IPGATE AG – Patent Family E150 · System-Wide Multimodal Self-Diagnosis (SMSD)
3
Granted Rights
4
Jurisdictions
3
Diagnostic Modes
2016
First Priority
SMSD
Self-Diagnosis

On-Board Self-Diagnosis
Without External Equipment

Patent family E150 describes a diagnostic method for hydraulic vehicle components — specifically for determining the tightness of seals and valves in electrohydraulic brake systems — using the sensor technology already present in the electrically driven pressure supply unit, with no need for external testing devices.

The core idea is that the piston-cylinder pressure supply unit (PSU) itself acts as a diagnostic instrument. By evaluating piston position and movement, the pressure generated, and/or the drive motor current under defined operating conditions, the system can assess the integrity of seals, valves, and hydraulic lines across the entire brake circuit — a system-wide, multimodal approach.

The diagnosis can be performed during normal driving operation or after a braking event, without interrupting vehicle function and without external workshop equipment. All four family members (DE, US, CN, JP) claim the same fundamental diagnostic method; differences between jurisdictions relate to scope of protection and specification of diagnostic timing rather than to distinct inventions. The family's inventors include Dr. Anton van Zanten, internationally recognized as the co-inventor of ESP (Electronic Stability Program).

DE US CN

From Pressure Control to Self-Diagnostic Systems

The predecessor families E147–E149 addressed valve architecture, pressure supply, and physical integration of brake-by-wire components. E150 takes a fundamentally different step: rather than optimizing how pressure is generated or distributed, it introduces on-board intelligence for assessing the health of the hydraulic system itself.

Prior Art Limitation: Traditional diagnosis of hydraulic brake components — detecting seal leaks, valve malfunctions, or line restrictions — typically requires specialized workshop equipment, dedicated test cycles, or physical disassembly. In-vehicle OBD systems for hydraulic brakes have historically been limited to binary fault detection (e.g., pressure threshold violations) rather than continuous, quantitative condition monitoring.

As brake-by-wire systems become more prevalent — particularly in electrified and autonomous vehicles — the demand for predictive, hardware-free self-diagnosis increases sharply. Safety regulations for automated driving require continuous monitoring of brake system integrity. Electrohydraulic pressure supply units, by virtue of their motorized piston-cylinder architecture, already contain all necessary sensors: position sensors, pressure sensors, and motor current measurement.
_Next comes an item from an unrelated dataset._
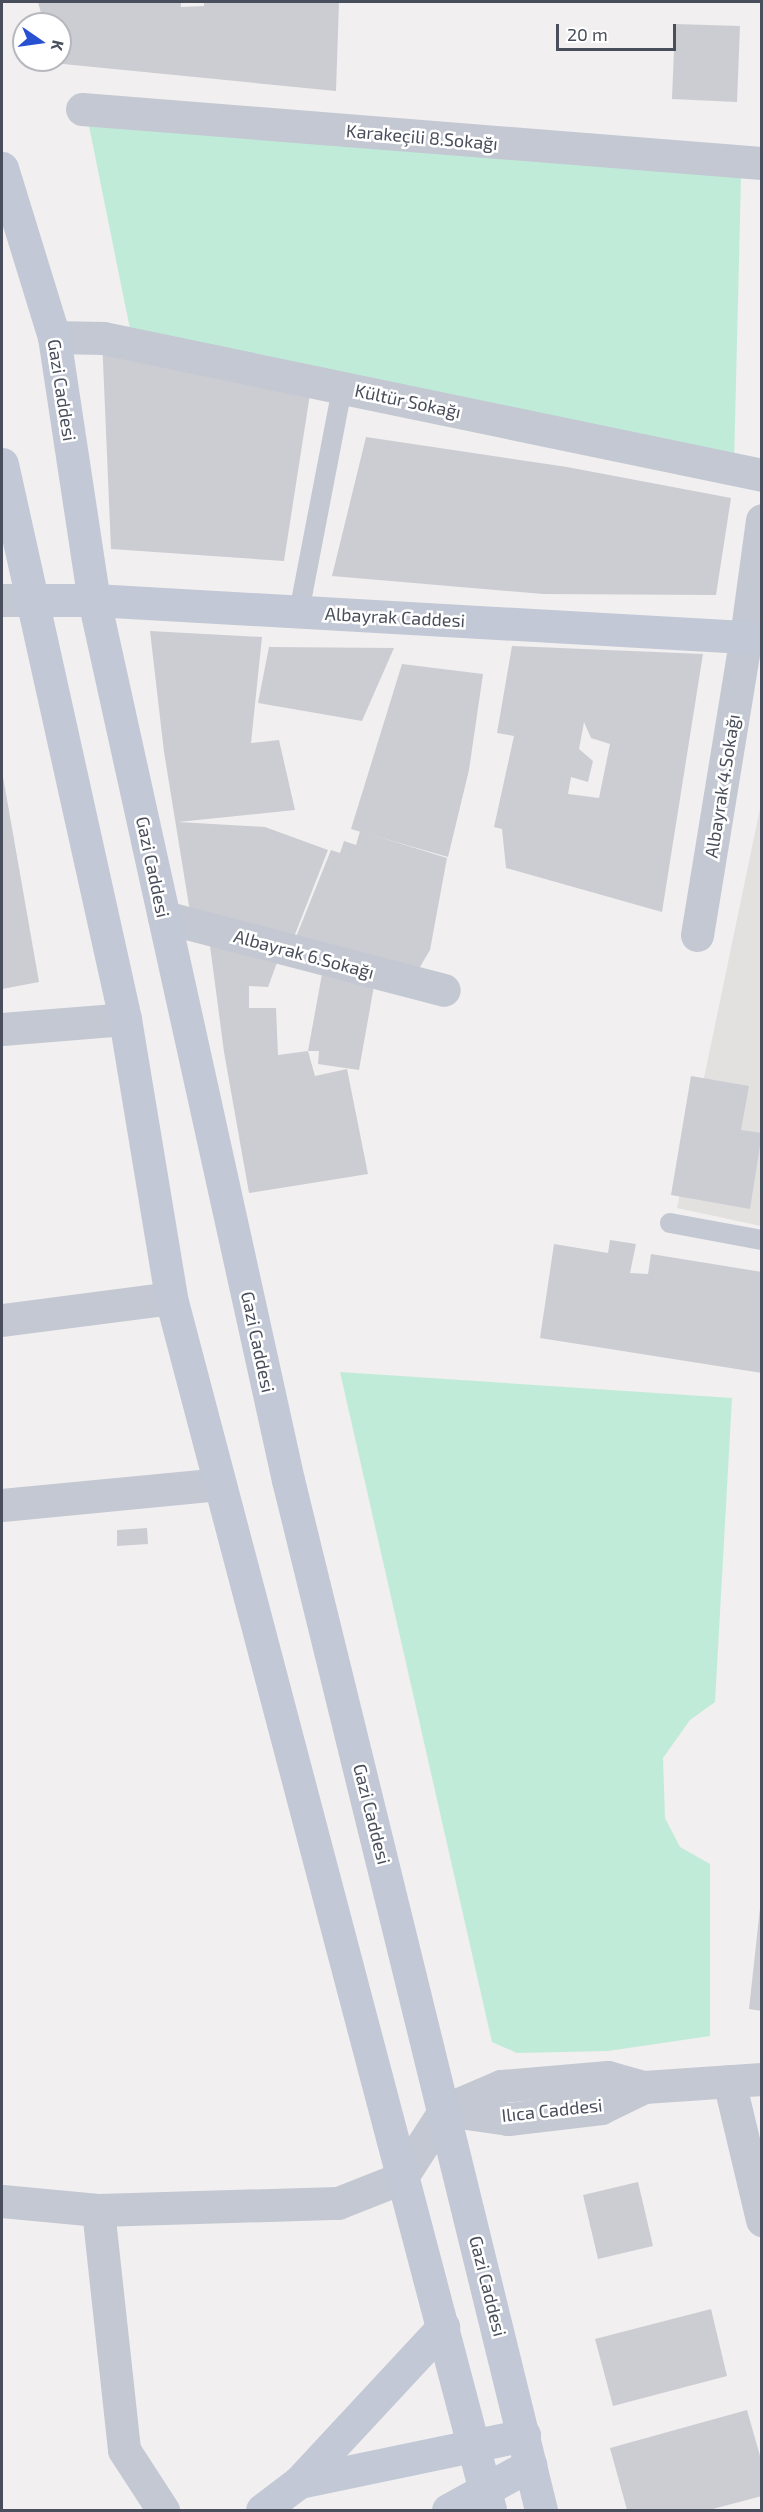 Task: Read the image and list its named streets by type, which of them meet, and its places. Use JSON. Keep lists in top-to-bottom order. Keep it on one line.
{"streets":{"street":["Karakeçili 8.Sokağı","Gazi Caddesi","Kültür Sokağı","Albayrak Caddesi","Albayrak 4.Sokağı","Albayrak 6.Sokağı","Ilıca Caddesi"]},"crossings":[["Gazi Caddesi","Kültür Sokağı"],["Gazi Caddesi","Albayrak Caddesi"],["Gazi Caddesi","Albayrak 6.Sokağı"],["Gazi Caddesi","Ilıca Caddesi"],["Albayrak Caddesi","Albayrak 4.Sokağı"]],"scale_bar":"20 m","north":"right"}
E150 Advance: The SMSD method repurposes the PSU's own actuator and sensors as a diagnostic instrument. By comparing measured piston movement, pressure response, and motor current against expected values from known-good characteristics, the system detects deviations indicative of seal leaks, valve blockages, or line restrictions — continuously, during operation, without additional hardware. This represents a decisive step toward self-diagnosing, predictively maintainable brake-by-wire systems.

The three diagnostic modes are designed to complement each other: Mode A detects bulk leakage via piston drift under constant force; Mode B detects flow resistance and pressure generation capacity via stroke-referenced measurement; Mode C detects slow leaks via pressure decay monitoring with the piston stationary. Together they provide comprehensive, fault-discriminating coverage of the hydraulic circuit.

Three Alternative Diagnostic Modes

The single SMSD invention encompasses three alternative diagnostic modes that can be applied individually or in combination during or after driving, using the PSU's existing sensors. All modes assess seal, valve, and line integrity without external equipment.

Mode A · Piston Movement
Constant-Force Drift Detection
DE · US · CN · JP
Measurement of piston position or movement under a constant or approximately constant drive force applied to the piston-cylinder unit. Leaks in seals or valves manifest as unexpected piston displacement — volume flowing out of the circuit causes the piston to drift. Sensitive to bulk leakage across any component downstream of the PSU.
Mode B · Pressure & Current
Stroke-Referenced Pressure/Current Measurement
DE · US · CN · JP
Measurement of the generated pressure and/or motor current at a predetermined piston stroke position. Deviations from expected pressure-volume or current-force characteristics indicate valve blockages, partial occlusions, or abnormal flow resistance in the hydraulic circuit. Enables quantitative condition assessment of individual valve states and line condition.
Mode C · Pressure Decay
Static Pressure Change (dp/dt) Monitoring
DE · US · CN · JP
Measurement of the pressure change over time (dp/dt) with the piston held stationary. Slow pressure decay in a nominally sealed system indicates micro-leaks in seals or valve seats that would not be detectable by the piston drift method. Provides continuous background monitoring during periods when the PSU is not actively supplying pressure.
Section 1 · Invention Overview

Invention Description & Keywords

One independent invention concept (method), claimed across 4 jurisdictions. Scope differences between jurisdictions relate to claim breadth and diagnostic timing specification, not to distinct inventions.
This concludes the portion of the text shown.